- [What this task involves] Output the listing exactly as written, apart from its pictures.

- [Data for the task]
..........

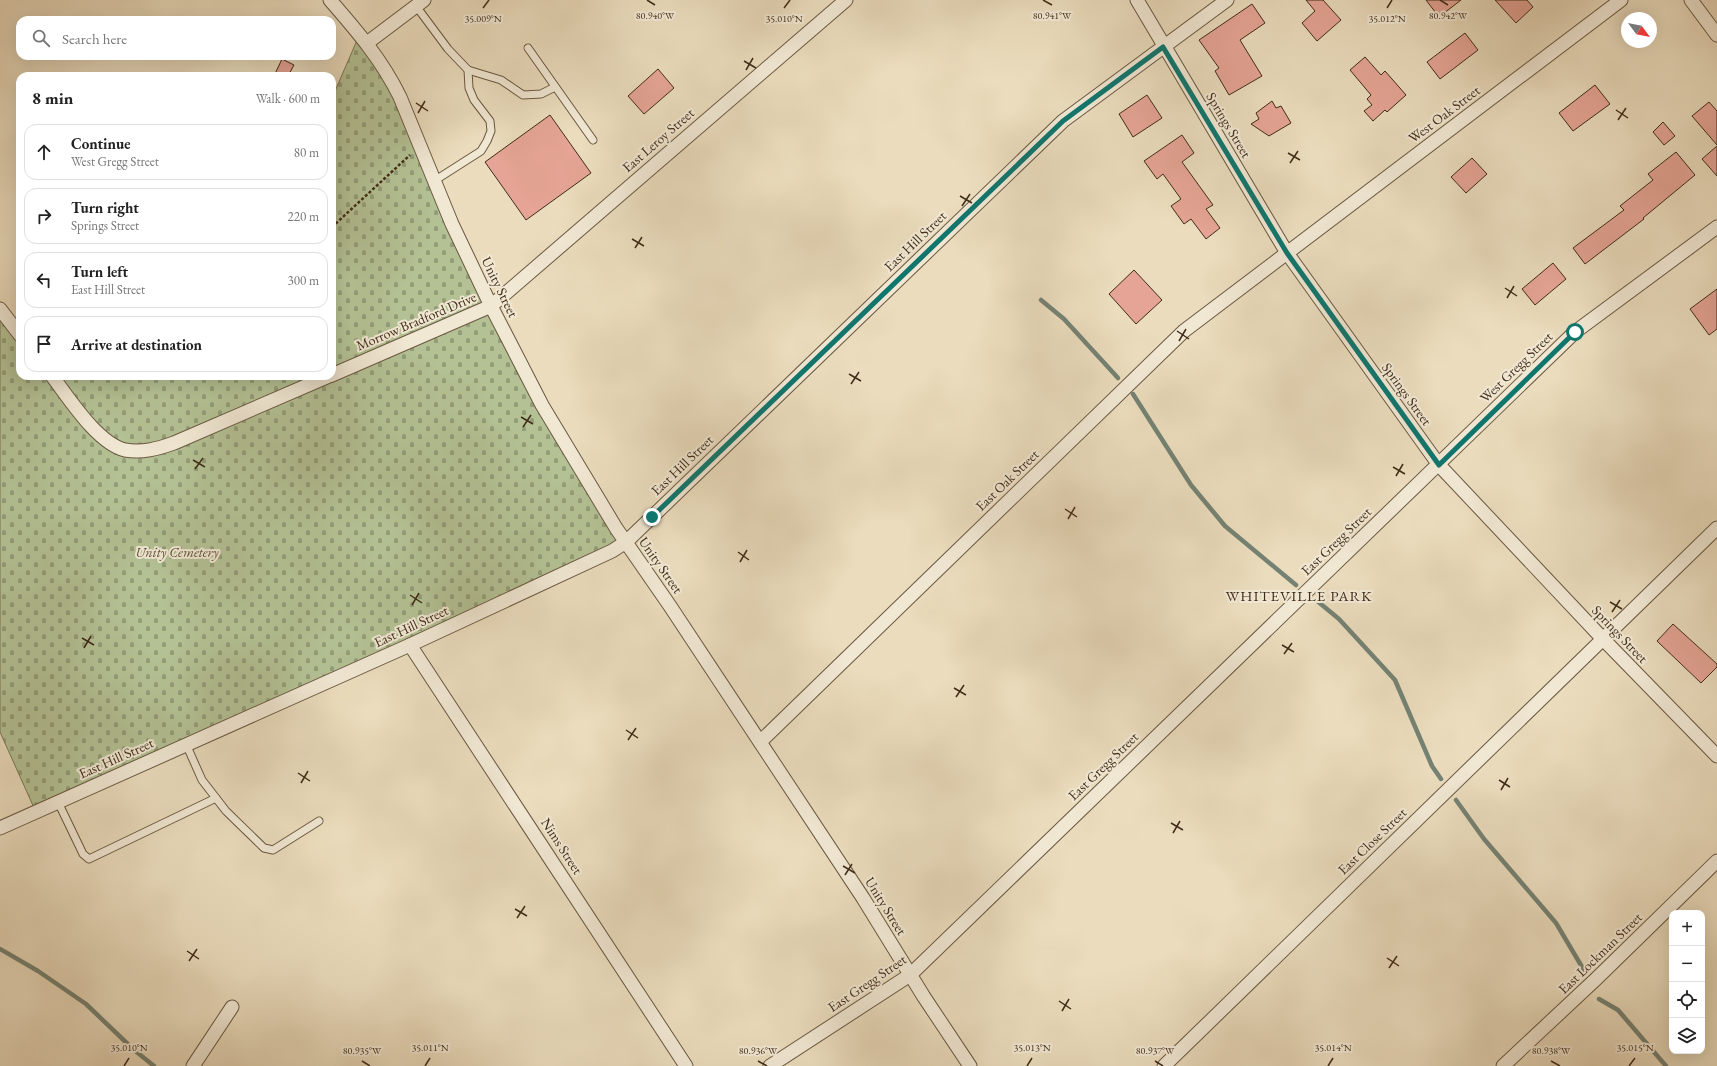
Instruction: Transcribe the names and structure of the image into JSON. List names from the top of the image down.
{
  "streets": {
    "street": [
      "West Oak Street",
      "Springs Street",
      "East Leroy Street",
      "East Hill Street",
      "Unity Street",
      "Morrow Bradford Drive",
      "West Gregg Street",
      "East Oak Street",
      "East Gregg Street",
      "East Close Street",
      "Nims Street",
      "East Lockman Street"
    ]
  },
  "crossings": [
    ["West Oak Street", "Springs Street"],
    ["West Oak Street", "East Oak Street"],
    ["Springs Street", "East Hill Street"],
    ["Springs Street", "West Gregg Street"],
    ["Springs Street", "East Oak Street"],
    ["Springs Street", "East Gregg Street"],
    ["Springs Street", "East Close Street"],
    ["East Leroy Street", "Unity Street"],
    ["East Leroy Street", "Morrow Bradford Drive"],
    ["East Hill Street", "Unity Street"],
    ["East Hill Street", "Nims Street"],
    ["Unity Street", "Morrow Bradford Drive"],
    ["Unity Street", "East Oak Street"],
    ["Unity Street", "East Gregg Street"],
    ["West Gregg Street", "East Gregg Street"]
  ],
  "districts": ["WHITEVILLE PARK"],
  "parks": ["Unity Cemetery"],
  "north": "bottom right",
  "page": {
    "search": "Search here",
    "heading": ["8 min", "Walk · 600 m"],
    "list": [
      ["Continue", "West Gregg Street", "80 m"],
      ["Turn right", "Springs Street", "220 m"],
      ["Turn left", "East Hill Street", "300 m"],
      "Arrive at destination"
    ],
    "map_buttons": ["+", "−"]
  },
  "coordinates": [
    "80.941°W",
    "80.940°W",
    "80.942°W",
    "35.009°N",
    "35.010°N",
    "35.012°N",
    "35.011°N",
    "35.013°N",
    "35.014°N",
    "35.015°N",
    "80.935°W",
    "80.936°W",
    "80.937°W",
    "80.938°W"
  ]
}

..........

- [Written solution]
Instruction: Transcribe the names and structure of the image into JSON. List names from the top of the image down.
{
  "streets": {
    "street": [
      "West Oak Street",
      "Springs Street",
      "East Leroy Street",
      "East Hill Street",
      "Unity Street",
      "Morrow Bradford Drive",
      "West Gregg Street",
      "East Oak Street",
      "East Gregg Street",
      "East Close Street",
      "Nims Street",
      "East Lockman Street"
    ]
  },
  "crossings": [
    ["West Oak Street", "Springs Street"],
    ["West Oak Street", "East Oak Street"],
    ["Springs Street", "East Hill Street"],
    ["Springs Street", "West Gregg Street"],
    ["Springs Street", "East Oak Street"],
    ["Springs Street", "East Gregg Street"],
    ["Springs Street", "East Close Street"],
    ["East Leroy Street", "Unity Street"],
    ["East Leroy Street", "Morrow Bradford Drive"],
    ["East Hill Street", "Unity Street"],
    ["East Hill Street", "Nims Street"],
    ["Unity Street", "Morrow Bradford Drive"],
    ["Unity Street", "East Oak Street"],
    ["Unity Street", "East Gregg Street"],
    ["West Gregg Street", "East Gregg Street"]
  ],
  "districts": ["WHITEVILLE PARK"],
  "parks": ["Unity Cemetery"],
  "north": "bottom right",
  "page": {
    "search": "Search here",
    "heading": ["8 min", "Walk · 600 m"],
    "list": [
      ["Continue", "West Gregg Street", "80 m"],
      ["Turn right", "Springs Street", "220 m"],
      ["Turn left", "East Hill Street", "300 m"],
      "Arrive at destination"
    ],
    "map_buttons": ["+", "−"]
  },
  "coordinates": [
    "80.941°W",
    "80.940°W",
    "80.942°W",
    "35.009°N",
    "35.010°N",
    "35.012°N",
    "35.011°N",
    "35.013°N",
    "35.014°N",
    "35.015°N",
    "80.935°W",
    "80.936°W",
    "80.937°W",
    "80.938°W"
  ]
}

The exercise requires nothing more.